I was given two tickets to see Ian McNabb over in Liverpool by two people I've only ever met online, Landells and NeighbourOfTheDrude. They couldn't make it, and kindly offered me first refusal.
I know nothing about Ian McNabb, other than that he was in The Icicle Works. They weren't a band I ever paid a lot of attention to either. The whole Liverpool '80's "Scene" - Bunnymen, Teardrops, et al, kind of passed me by. I mean I heard stuff by these bands, but apart from the Teardrop Explodes, they didn't really do it for me. I found the Bunnymen's sound in particular quite depressing. Nothing to do with the lyrics. Everything to do with how the song "feels". I don't think I could either name or hum a single Icicle Works or Ian McNabb song.
So I had no expectations about what I was going to see.

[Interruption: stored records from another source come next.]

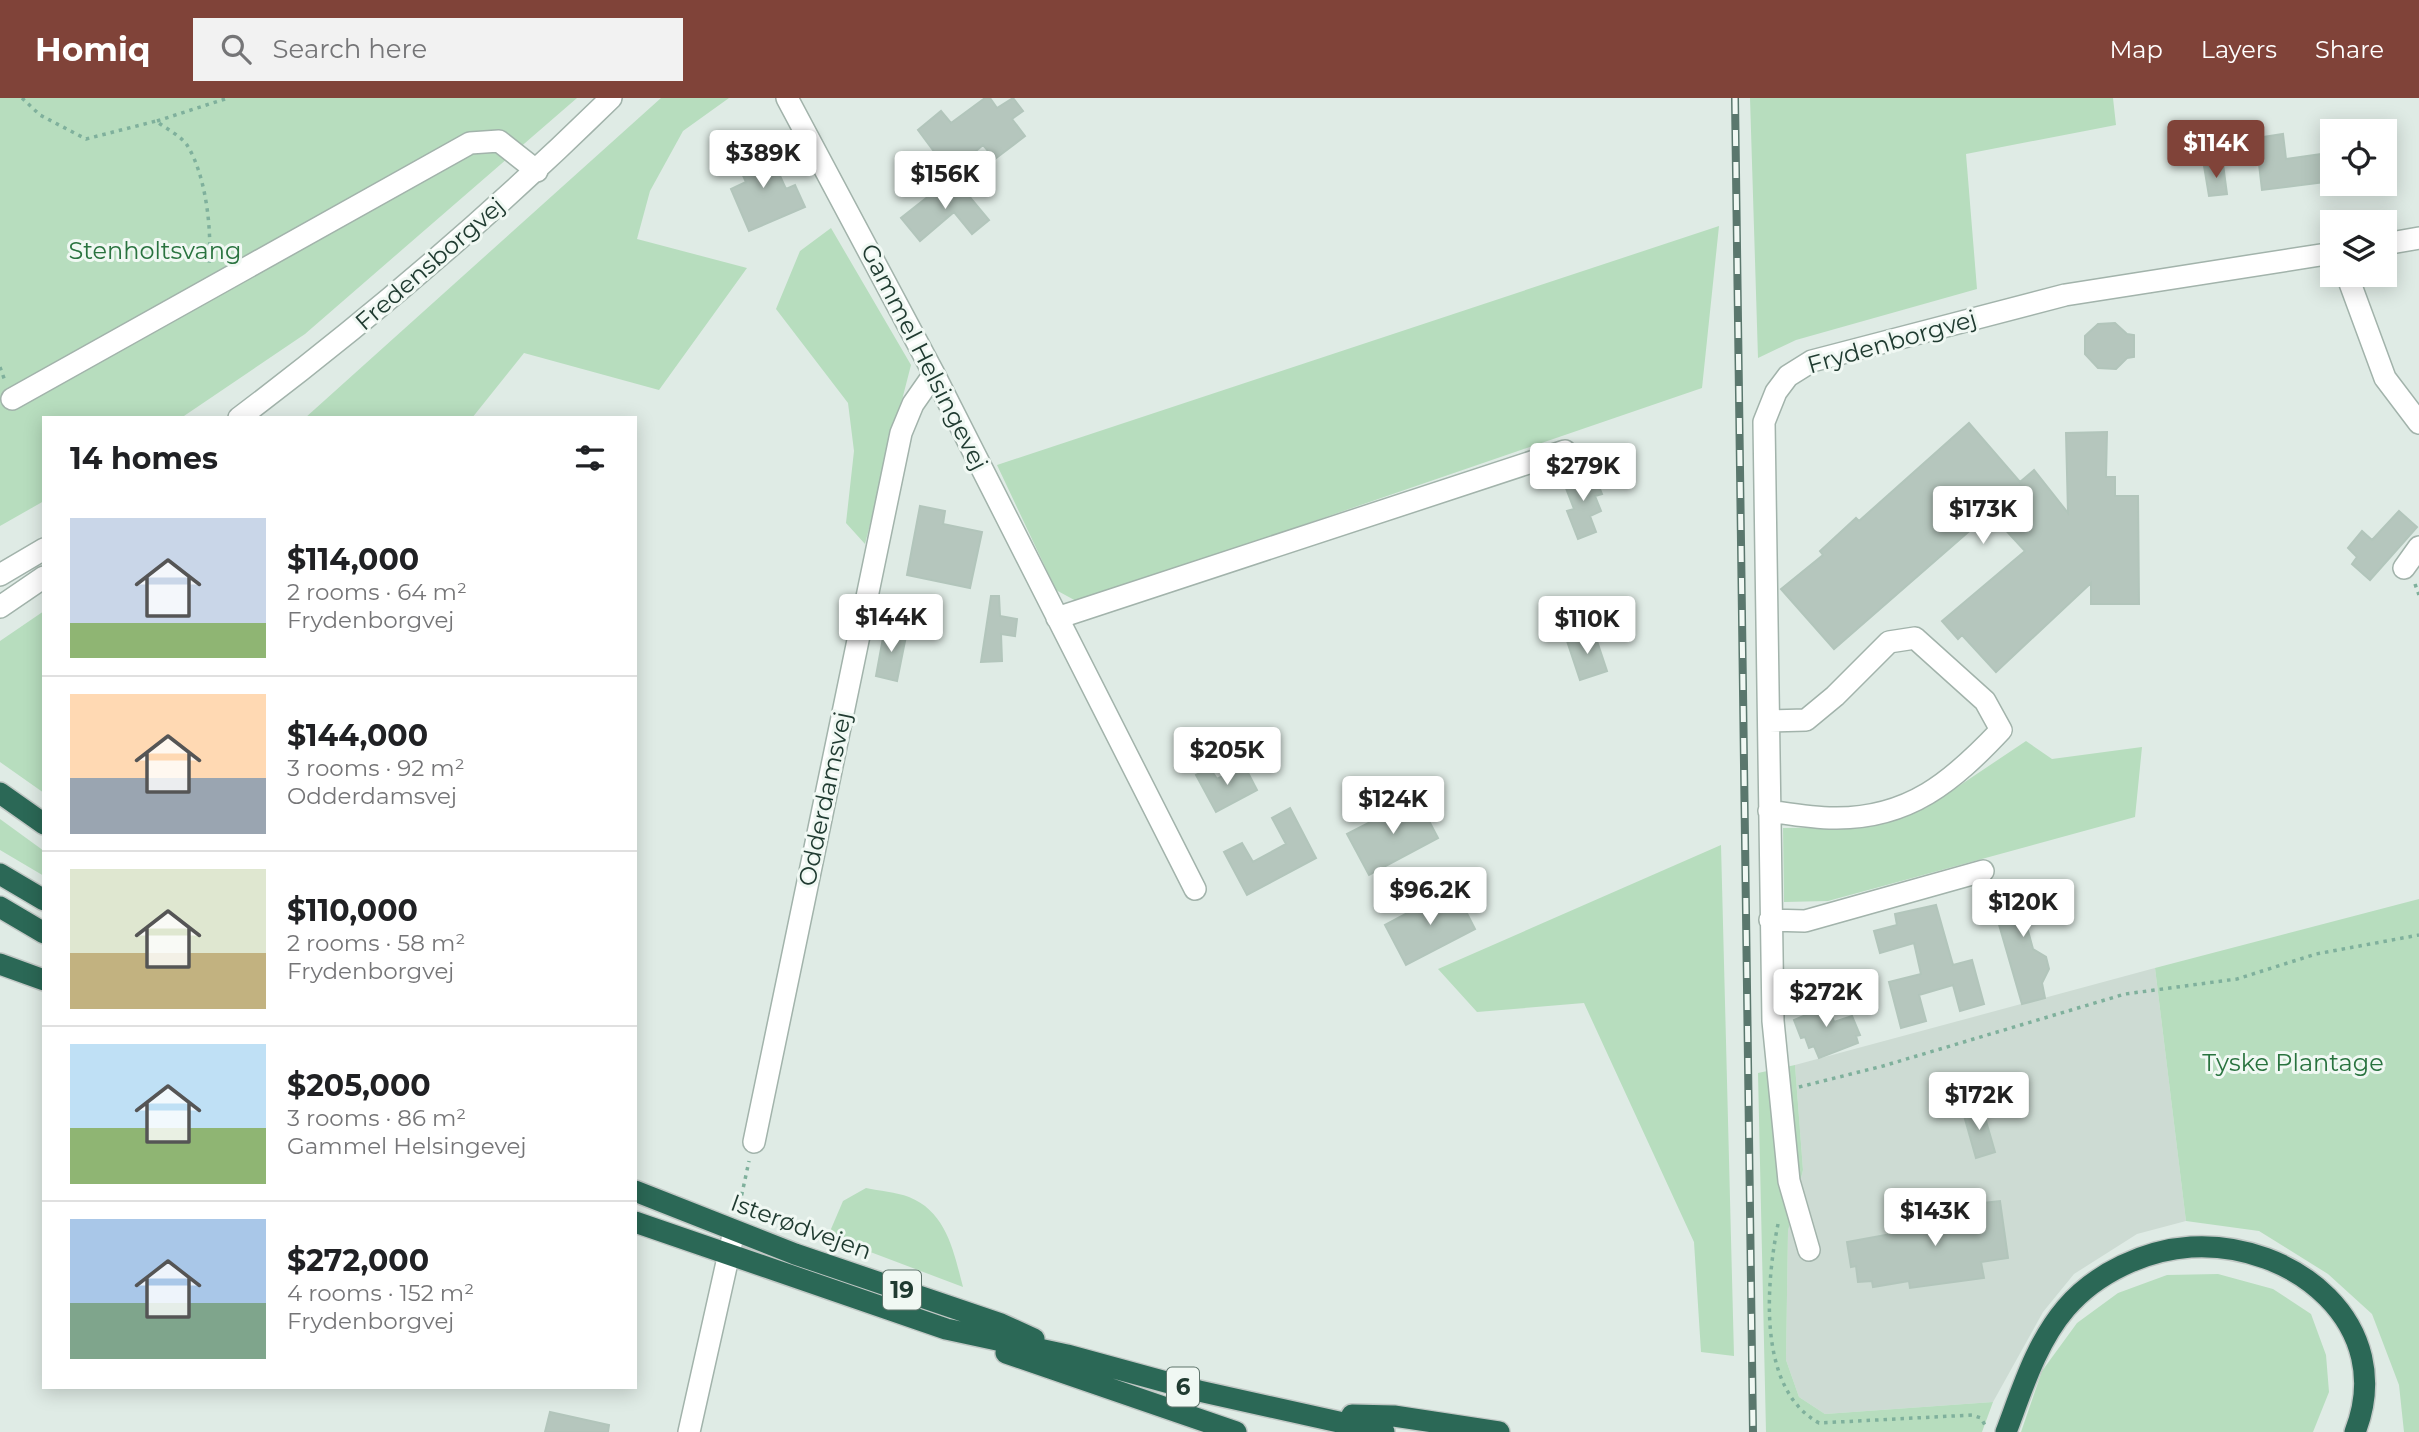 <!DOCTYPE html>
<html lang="en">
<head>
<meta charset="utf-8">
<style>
  body { margin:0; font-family:Montserrat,sans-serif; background:#f2f2f2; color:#202124; height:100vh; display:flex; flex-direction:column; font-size:26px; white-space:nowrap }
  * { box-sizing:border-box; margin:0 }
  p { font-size:23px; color:#757577 }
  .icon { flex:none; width:38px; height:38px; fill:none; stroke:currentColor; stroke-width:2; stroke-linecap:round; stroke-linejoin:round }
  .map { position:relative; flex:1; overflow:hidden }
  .sheet { position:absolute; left:42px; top:318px; width:595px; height:973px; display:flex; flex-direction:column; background:#fff; border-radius:0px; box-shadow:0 4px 18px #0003 }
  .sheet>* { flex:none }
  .buttons { position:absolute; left:2320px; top:21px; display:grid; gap:14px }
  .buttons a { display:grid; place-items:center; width:77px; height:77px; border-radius:0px; background:#fff; box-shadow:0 4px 18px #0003; font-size:35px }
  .price { position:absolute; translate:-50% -60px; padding:0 16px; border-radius:7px; background:#fff; color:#222; font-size:23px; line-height:46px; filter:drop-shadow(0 2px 4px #0008) }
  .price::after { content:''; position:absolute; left:50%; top:42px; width:21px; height:16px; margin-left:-10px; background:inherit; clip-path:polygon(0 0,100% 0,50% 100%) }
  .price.current { background:#804339; color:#fff }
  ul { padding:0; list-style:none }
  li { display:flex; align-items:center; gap:21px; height:175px; padding:0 28px }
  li+li { border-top:2px solid #e0e0e0 }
  li span { display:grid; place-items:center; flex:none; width:196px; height:140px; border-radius:0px; color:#555 }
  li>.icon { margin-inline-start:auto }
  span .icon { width:84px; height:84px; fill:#fffc; stroke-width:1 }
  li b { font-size:30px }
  h2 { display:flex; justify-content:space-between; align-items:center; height:84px; padding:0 28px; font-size:30px }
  header { display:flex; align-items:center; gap:42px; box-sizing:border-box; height:98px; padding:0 35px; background:#804339; color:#fff }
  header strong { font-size:33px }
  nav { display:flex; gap:38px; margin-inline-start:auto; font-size:24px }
  .search { width:490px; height:63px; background:#f2f2f2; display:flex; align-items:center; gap:18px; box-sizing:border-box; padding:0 24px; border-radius:0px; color:#757577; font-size:26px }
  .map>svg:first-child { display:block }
  .built { fill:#cddbd3 }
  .green { fill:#b7ddbe }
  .building { fill:#b5c6bd; stroke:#b2c5bb; stroke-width:2 }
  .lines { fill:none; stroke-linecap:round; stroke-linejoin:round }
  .minor-casing { stroke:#a2b3ab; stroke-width:24 }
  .highway-casing { stroke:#c1c8c5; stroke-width:24 }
  .path { stroke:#7fb09c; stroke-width:3.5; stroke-dasharray:3.5 5; stroke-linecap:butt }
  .minor { stroke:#fff; stroke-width:21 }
  .highway { stroke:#2b6856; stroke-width:21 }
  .rail-casing { stroke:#5a776d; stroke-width:8 }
  .rail { stroke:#f0f8f3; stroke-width:5; stroke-dasharray:16; stroke-linecap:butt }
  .labels { text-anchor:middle; stroke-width:6; stroke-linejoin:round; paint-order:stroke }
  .shield { fill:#f0f8f3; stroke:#5e746b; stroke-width:2 }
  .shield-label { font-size:23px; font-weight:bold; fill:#203b31 }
  .park-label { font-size:24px; fill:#29733f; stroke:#f0f8f3 }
  .street-label { font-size:24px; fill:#203b31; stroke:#f0f8f3 }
</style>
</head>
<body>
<header>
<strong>Homiq</strong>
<div class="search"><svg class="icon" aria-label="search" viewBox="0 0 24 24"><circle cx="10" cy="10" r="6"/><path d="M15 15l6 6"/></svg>Search here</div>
<nav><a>Map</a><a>Layers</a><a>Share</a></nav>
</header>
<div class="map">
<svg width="2419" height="1334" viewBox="0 0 2419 1334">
  <rect width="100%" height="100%" fill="#dfebe5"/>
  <path class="built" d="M2155,870L2186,1123L2137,1136L2074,1176L2043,1214L1993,1304L1825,1316L1799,1299L1786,1262L1788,1133L1803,1072L1795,967Z"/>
  <path class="green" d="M0,0H577L305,236L181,320H44V403L0,428Z
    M661,0H729L683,33L650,93L637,141L747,170L659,292L524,255L472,320H305Z
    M1750,0H2113L2116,27L1966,56L1977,191L1796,242L1758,260Z
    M1719,128L1702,290L1078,504L1056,492L997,367Z
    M831,130L911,267L865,446L846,425L854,353L848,305L776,211L800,153Z
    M44,513V695L0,664V543Z
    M2026,643L2052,661L2142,649L2135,719L1828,803L1784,804L1783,730L1851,729L1926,710Z
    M0,721L44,753V778L0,752Z
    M1721,747L1734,1258L1701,1254L1694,1144L1584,905L1477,914L1438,871Z
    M2419,801V1334H2404L2399,1287L2372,1216L2328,1176L2259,1133L2186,1123L2155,870Z
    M1795,967L1803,1072L1788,1133L1786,1262L1799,1299L1825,1316L1993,1304L1982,1334H1766L1758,975Z
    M866,1090C879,1093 896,1094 909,1099C947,1114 954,1155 963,1189L828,1138L843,1103Z
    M2218,1176L2273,1191L2311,1216L2326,1257L2329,1294L2313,1334H2021L2042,1273L2077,1225L2118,1195L2167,1177Z"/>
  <path class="building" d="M985,0H990L997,10L1013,0L1023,13L1012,21L1025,38L995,61L983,47L950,75L918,32L941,13L951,25Z
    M2283,36L2286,61L2322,56L2326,84L2262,92L2256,40Z
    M761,46L766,58L770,56L786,91L795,87L805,109L749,133L731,91L746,84L734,58Z
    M2223,66L2227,96L2209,98L2204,68Z
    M953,79L989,122L972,136L954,114L920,143L901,120Z
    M2115,225L2127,236L2134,237V259L2127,260L2116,271L2098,270L2085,256V238L2098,226Z
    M1969,325L2020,384L2034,372L2068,415L2066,335L2107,334L2106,379H2115V398H2138L2139,506H2091V485L1996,574L1962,537L1958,541L1942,523L2025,453L1990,415L1834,551L1781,491L1823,457L1820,453L1856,420L1859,423Z
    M1593,374L1602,396L1595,398L1601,413L1590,418L1596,434L1578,441L1567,413L1574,411L1564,385Z
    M920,408L945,413L943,426L982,434L970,490L907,477Z
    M2399,413L2417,429L2370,482L2352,466L2357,459L2348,450L2362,433L2372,442Z
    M991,498H999L1000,518L1017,521L1015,538L1001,536L1002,563L981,564Z
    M885,529L907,533L897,583L876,578Z
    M1594,534L1607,573L1580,582L1567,543Z
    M1244,667L1257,692L1216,714L1196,677L1210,670L1217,681Z
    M1417,700L1438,740L1369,777L1347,736Z
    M1290,710L1316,760L1247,797L1224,754L1242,745L1253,764L1286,746L1272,720Z
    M2050,783L2055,801L2022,811L2033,851L2046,859L2049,871L2042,885L2045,900L2022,906L1991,799Z
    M1454,790L1475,831L1406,867L1385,827Z
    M1936,807L1953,867L1972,862L1984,906L1960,913L1953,887L1919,897L1926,923L1901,930L1889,884L1921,876L1914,845L1880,855L1874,833L1897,827L1895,816Z
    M1826,901L1834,924L1852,918L1860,937L1856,938L1858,945L1819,960L1814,948L1809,950L1805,939L1801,940L1794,922L1806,917L1803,907Z
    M1982,1009L1995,1054L1976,1060L1963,1014Z
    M1972,1100L1973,1106L2000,1103L2008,1160L1981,1164L1984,1180L1910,1190L1909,1183L1873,1189L1872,1183L1858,1184L1856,1168L1851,1169L1847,1144L1940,1127L1937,1105Z
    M550,1314L609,1327L608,1334H545Z"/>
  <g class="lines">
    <g class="minor-casing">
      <path id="minor" d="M787,0L934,276L1195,791
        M2385,146L2419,140
        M2347,177L2385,280L2419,325
        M12,301L470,45L499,43L537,73
        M239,320C370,221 494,115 611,0
        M2404,470L2419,449
        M0,477L44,451
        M0,509L44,479
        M1057,520L1565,353
        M1769,713C1790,716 1812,720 1834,720C1909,721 1953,683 2001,632L1985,603L1915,540L1889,544L1835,598L1806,622L1769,623
        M1770,822L1805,823L1983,773
        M754,1044L901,335L913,306L934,276
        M1809,1152L1789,1083L1773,923L1764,324L1776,294L1788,278L1812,263L2065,197L2333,155
        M689,1334L734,1133"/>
    </g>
    <g class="highway-casing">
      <path id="highway" d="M0,695L44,726
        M0,776L44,802
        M0,809L44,835
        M0,866L44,882
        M635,1093L795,1156L1001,1226L1034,1241
        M635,1124L946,1231L1067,1257L1199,1293L1384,1334
        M1006,1255L1236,1334
        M1352,1317L1394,1318L1499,1334
        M2006,1334C2022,1292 2036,1245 2066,1210C2096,1175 2145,1152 2191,1149C2294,1143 2397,1227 2355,1334"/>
    </g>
    <path class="path" d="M22,0L40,17L86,41L156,23C165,30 181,38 187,47C206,77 212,132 209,166
      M157,23L228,0
      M0,269L5,283
      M2415,486L2419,497
      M1799,989L1883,968L2125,896L2237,881L2316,856L2419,837
      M738,1114L749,1063
      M1778,1126C1766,1186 1757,1291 1819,1325L1972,1317L1981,1320L1986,1329"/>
    <use href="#minor" class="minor"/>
    <use href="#highway" class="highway"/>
    <g class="rail-casing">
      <path id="rail" d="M1735,0L1753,1334"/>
    </g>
    <use href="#rail" class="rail"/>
  </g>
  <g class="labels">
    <g class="shield">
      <rect x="883" y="1172.5" width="38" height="39" rx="5"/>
      <rect x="1167" y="1269.5" width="32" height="39" rx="5"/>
    </g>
    <g class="shield-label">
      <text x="902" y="1200">19</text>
      <text x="1183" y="1297">6</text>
    </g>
    <g class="park-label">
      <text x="155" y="161">Stenholtsvang</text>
      <text x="2293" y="973">Tyske Plantage</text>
    </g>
    <g class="street-label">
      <text transform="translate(430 166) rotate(-41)" y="8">Fredensborgvej</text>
      <text transform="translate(1892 244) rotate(-16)" y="8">Frydenborgvej</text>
      <text transform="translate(924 259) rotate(63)" y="8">Gammel Helsingevej</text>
      <text transform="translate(825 701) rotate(-78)" y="8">Odderdamsvej</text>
      <text transform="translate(801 1129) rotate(20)" y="8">Isterødvejen</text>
    </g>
  </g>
</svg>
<div class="buttons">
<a><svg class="icon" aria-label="locate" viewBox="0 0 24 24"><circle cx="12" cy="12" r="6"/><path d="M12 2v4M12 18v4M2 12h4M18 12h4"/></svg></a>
<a><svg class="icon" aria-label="layers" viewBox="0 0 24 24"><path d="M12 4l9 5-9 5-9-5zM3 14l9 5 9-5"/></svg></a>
</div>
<b class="price current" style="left:2216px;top:82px">$114K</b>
<b class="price" style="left:763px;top:92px">$389K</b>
<b class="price" style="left:945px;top:113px">$156K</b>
<b class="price" style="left:1583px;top:405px">$279K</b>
<b class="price" style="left:1983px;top:448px">$173K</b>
<b class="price" style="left:891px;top:556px">$144K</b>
<b class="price" style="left:1587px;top:558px">$110K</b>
<b class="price" style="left:1227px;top:689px">$205K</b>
<b class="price" style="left:1393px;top:738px">$124K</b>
<b class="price" style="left:1430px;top:829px">$96.2K</b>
<b class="price" style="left:2023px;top:841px">$120K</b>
<b class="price" style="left:1826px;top:931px">$272K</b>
<b class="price" style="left:1979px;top:1034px">$172K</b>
<b class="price" style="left:1935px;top:1150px">$143K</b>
<section class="sheet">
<h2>14 homes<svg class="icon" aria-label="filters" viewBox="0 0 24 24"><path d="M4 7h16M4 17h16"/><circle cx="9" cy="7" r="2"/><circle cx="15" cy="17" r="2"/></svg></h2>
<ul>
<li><span style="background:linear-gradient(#c9d6e8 75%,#8fb573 0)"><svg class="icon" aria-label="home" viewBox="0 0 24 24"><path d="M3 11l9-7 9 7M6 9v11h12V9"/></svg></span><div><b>$114,000</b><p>2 rooms · 64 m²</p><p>Frydenborgvej</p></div></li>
<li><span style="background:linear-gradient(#ffd9b3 60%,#9aa5b1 0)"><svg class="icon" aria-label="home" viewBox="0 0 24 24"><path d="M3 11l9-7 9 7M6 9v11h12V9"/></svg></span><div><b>$144,000</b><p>3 rooms · 92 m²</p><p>Odderdamsvej</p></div></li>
<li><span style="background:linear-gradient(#dfe7d0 60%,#c2b280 0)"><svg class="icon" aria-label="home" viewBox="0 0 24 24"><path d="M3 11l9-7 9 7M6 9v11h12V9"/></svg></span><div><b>$110,000</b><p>2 rooms · 58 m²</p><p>Frydenborgvej</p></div></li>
<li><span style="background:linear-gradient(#bfe0f5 60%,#8fb573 0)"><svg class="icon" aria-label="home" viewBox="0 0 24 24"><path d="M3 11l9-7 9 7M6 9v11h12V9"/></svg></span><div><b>$205,000</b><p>3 rooms · 86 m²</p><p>Gammel Helsingevej</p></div></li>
<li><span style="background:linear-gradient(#a9c7e8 60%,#7fa58c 0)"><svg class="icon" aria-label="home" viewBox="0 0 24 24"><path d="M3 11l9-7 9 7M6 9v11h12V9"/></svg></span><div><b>$272,000</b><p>4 rooms · 152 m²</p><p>Frydenborgvej</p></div></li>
</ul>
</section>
</div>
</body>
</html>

Doors opened at half past six, and we got there very early. So we spent almost 2 hours waiting for the gig to start. I was going to have a drink, but after seeing the bloke in front of me get charged £7.20 for one and a half pints of lager, I decided to do without.
As time went by the venue gradually filled, and a buzz of conversation arose. We'd got seats around a table near to a niche through which you could see the stage, but as the band came on, a couple plonked themselves right in front of us so we couldn't see anything. Then they carried on talking to each other through the songs, as did lots of other people. Much to my wife's annoyance. They've paid £16 a head to have a natter over some overpriced drinks? Silly buggers. So we moved to the main bit and stood at the back. This was better. We couldn't see much because we were at the back, but the sound levels were better, and it drowned out the annoying and rude conversationalists.
The set consisted of some of his popular songs, and the complete "Head Like a Rock" album. And this is a bit odd. Because it's not some new material McNabb has written. It's an album from 1994. It was a jarringly unfamiliar pattern, although since I know none of his songs, it didn't matter in the slightest.
The music itself? Well guitars, keyboard, drums, backing vocals (trio of girl singers that he referred to as "The Angels") A variety of sounds, from jangly guitary stuff to proggy rock grooves to some weird thing inspired by Jack Kerouac with just Aaaahhhhs from the backing trio.
My favourite was a song called Child Inside a Father. Reminds me of Barclay James Harvest's Child of the Universe, and Camel's Lady Fantasy.
Not being a "Fan", and being right at the back meant that I wasn't concentrating just on the music. So I also watched the bloke controlling the lights. Not something I'd ever really considered before. I sort of assumed that it was all done with a computer and a sound to light program, but it isn't. It's all done by some bloke pressing buttons and sliding sliders. He interprets the music and tries to fit the lights to it. When he went for a pee, as happened at one point, the lights didn't change.
I don't think a live gig is the best way to experience new music. I wouldn't have paid to go see this, but I'm glad I went.